On Petition for Review of an Order of the Board of Immigration Appeals

Submitted September 14, 2021**

Before: PAEZ, NGUYEN, and OWENS, Circuit Judges.

Carlos Javier Montanez Soto, a native and citizen of Mexico, petitions for

review of the Board of Immigration Appeals’ (“BIA”) order denying his motion to

reopen and his motion to reconsider removal proceedings. Our jurisdiction is

governed by 8 U.S.C. § 1252. We review for abuse of discretion the denial of a

* This disposition is not appropriate for publication and is not precedent except as provided by Ninth Circuit Rule 36-3. ** The panel unanimously concludes this case is suitable for decision without oral argument. See Fed. R. App. P. 34(a)(2). motion to reopen and reconsider. Mohammed v. Gonzales, 400 F.3d 785, 791 (9th

Cir. 2005). We review de novo claims of due process violations in immigration

proceedings. Jiang v. Holder, 754 F.3d 733, 738 (9th Cir. 2014). We deny in part

and dismiss in part the petition for review.
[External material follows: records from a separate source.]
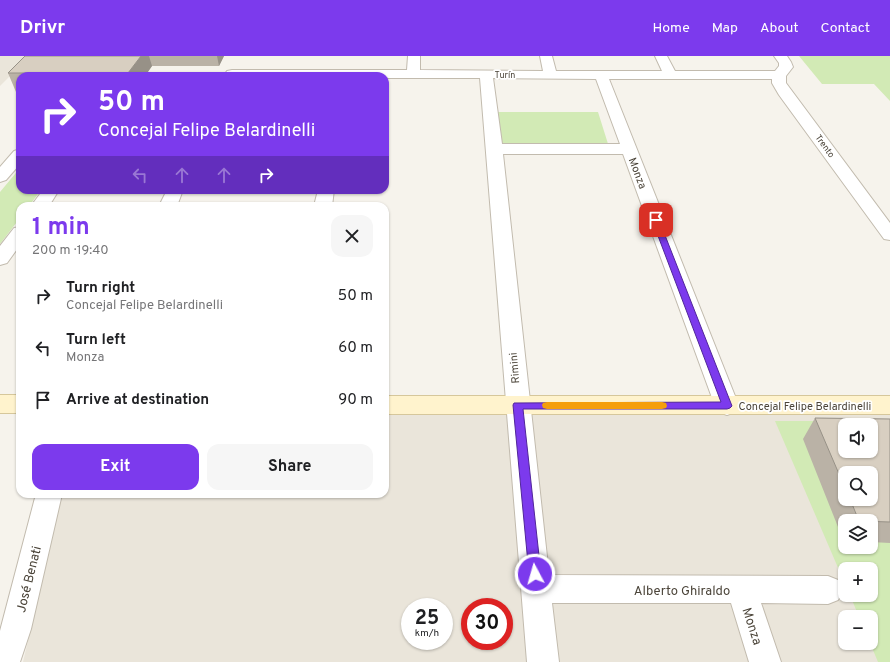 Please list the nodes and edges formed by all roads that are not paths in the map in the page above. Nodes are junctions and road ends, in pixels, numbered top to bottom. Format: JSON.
{"nodes":[{"id":1,"x":414,"y":56,"type":"edge"},
{"id":2,"x":546,"y":56,"type":"edge"},
{"id":3,"x":661,"y":56,"type":"edge"},
{"id":4,"x":780,"y":56,"type":"edge"},
{"id":5,"x":234,"y":71,"type":"edge"},
{"id":6,"x":263,"y":72,"type":"edge"},
{"id":7,"x":389,"y":74,"type":"edge"},
{"id":8,"x":413,"y":74,"type":"junction"},
{"id":9,"x":486,"y":74,"type":"junction"},
{"id":10,"x":551,"y":75,"type":"junction"},
{"id":11,"x":601,"y":75,"type":"junction"},
{"id":12,"x":671,"y":75,"type":"junction"},
{"id":13,"x":779,"y":75,"type":"junction"},
{"id":14,"x":494,"y":149,"type":"junction"},
{"id":15,"x":628,"y":149,"type":"junction"},
{"id":16,"x":16,"y":159,"type":"edge"},
{"id":17,"x":0,"y":177,"type":"edge"},
{"id":18,"x":890,"y":235,"type":"edge"},
{"id":19,"x":16,"y":237,"type":"edge"},
{"id":20,"x":0,"y":259,"type":"edge"},
{"id":21,"x":0,"y":404,"type":"edge"},
{"id":22,"x":16,"y":404,"type":"edge"},
{"id":23,"x":389,"y":405,"type":"edge"},
{"id":24,"x":518,"y":405,"type":"junction"},
{"id":25,"x":890,"y":405,"type":"edge"},
{"id":26,"x":727,"y":406,"type":"junction"},
{"id":27,"x":47,"y":498,"type":"edge"},
{"id":28,"x":537,"y":589,"type":"junction"},
{"id":29,"x":742,"y":590,"type":"junction"},
{"id":30,"x":828,"y":590,"type":"dead end"},
{"id":31,"x":4,"y":662,"type":"edge"},
{"id":32,"x":543,"y":662,"type":"edge"},
{"id":33,"x":765,"y":662,"type":"edge"}],
"edges":[{"from":1,"to":8,"type":"street"},
{"from":2,"to":10,"type":"street"},
{"from":3,"to":12,"type":"street"},
{"from":4,"to":13,"type":"street","name":"Trento"},
{"from":5,"to":6,"type":"street","name":"Turín"},
{"from":7,"to":8,"type":"street","name":"Turín"},
{"from":8,"to":9,"type":"street","name":"Turín"},
{"from":9,"to":10,"type":"street","name":"Turín"},
{"from":9,"to":14,"type":"street","name":"Rimini"},
{"from":10,"to":11,"type":"street","name":"Turín"},
{"from":11,"to":12,"type":"street","name":"Turín"},
{"from":11,"to":15,"type":"street","name":"Monza"},
{"from":12,"to":13,"type":"street","name":"Turín"},
{"from":13,"to":18,"type":"street","name":"Trento"},
{"from":14,"to":15,"type":"street"},
{"from":14,"to":24,"type":"street","name":"Rimini"},
{"from":15,"to":26,"type":"street","name":"Monza"},
{"from":16,"to":17,"type":"street"},
{"from":19,"to":20,"type":"street"},
{"from":21,"to":22,"type":"main road"},
{"from":23,"to":24,"type":"main road","name":"Concejal Felipe Belardinelli"},
{"from":24,"to":26,"type":"main road","name":"Concejal Felipe Belardinelli"},
{"from":24,"to":28,"type":"street","name":"Rimini"},
{"from":25,"to":26,"type":"main road","name":"Concejal Felipe Belardinelli"},
{"from":27,"to":31,"type":"street","name":"José Benati"},
{"from":28,"to":29,"type":"street","name":"Alberto Ghiraldo"},
{"from":28,"to":32,"type":"street","name":"Rimini"},
{"from":29,"to":30,"type":"street","name":"Alberto Ghiraldo"},
{"from":29,"to":33,"type":"street","name":"Monza"}]}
The BIA did not abuse its discretion in denying Montanez Soto’s motion to

reopen as untimely where the motion was filed more than 90 days after the final

order of removal, and where Montanez Soto failed to demonstrate a material

change in country conditions in Mexico to qualify for the regulatory exception to

the time limitation for filing a motion to reopen. See 8 C.F.R. §§ 1003.2(c)(2),

(3)(ii); Najmabadi v. Holder, 597 F.3d 983, 990-91 (9th Cir. 2010) (BIA did not

abuse its discretion in denying motion to reopen where petitioner failed to submit

material evidence of qualitatively different country conditions).

To the extent Montanez Soto contends that the denial of his motion to

reopen to apply for CAT relief would be a due process violation, his contention

fails. Lata v. INS, 204 F.3d 1241, 1246 (9th Cir. 2000) (requiring error to prevail

on a due process claim).

The BIA sufficiently explained its rationale in denying sua sponte reopening.

Najmabadi, 597 F.3d at 990 (“What is required is merely that [the BIA] consider

the issues raised, and announce its decision in terms sufficient to enable a

reviewing court to perceive that it has heard and thought and not merely reacted.”

2 19-71368 (internal quotation marks and citation omitted)). Montanez Soto’s contention that

the BIA erred in denying sua sponte reopening for failure to demonstrate

exceptional circumstances does not otherwise raise a legal or constitutional error to

invoke our jurisdiction. See Bonilla v. Lynch, 840 F.3d 575, 588 (9th Cir. 2016)

(“[T]his court has jurisdiction to review Board decisions denying sua sponte

reopening for the limited purpose of reviewing the reasoning behind the decisions

for legal or constitutional error.” (citation and internal quotation marks omitted)).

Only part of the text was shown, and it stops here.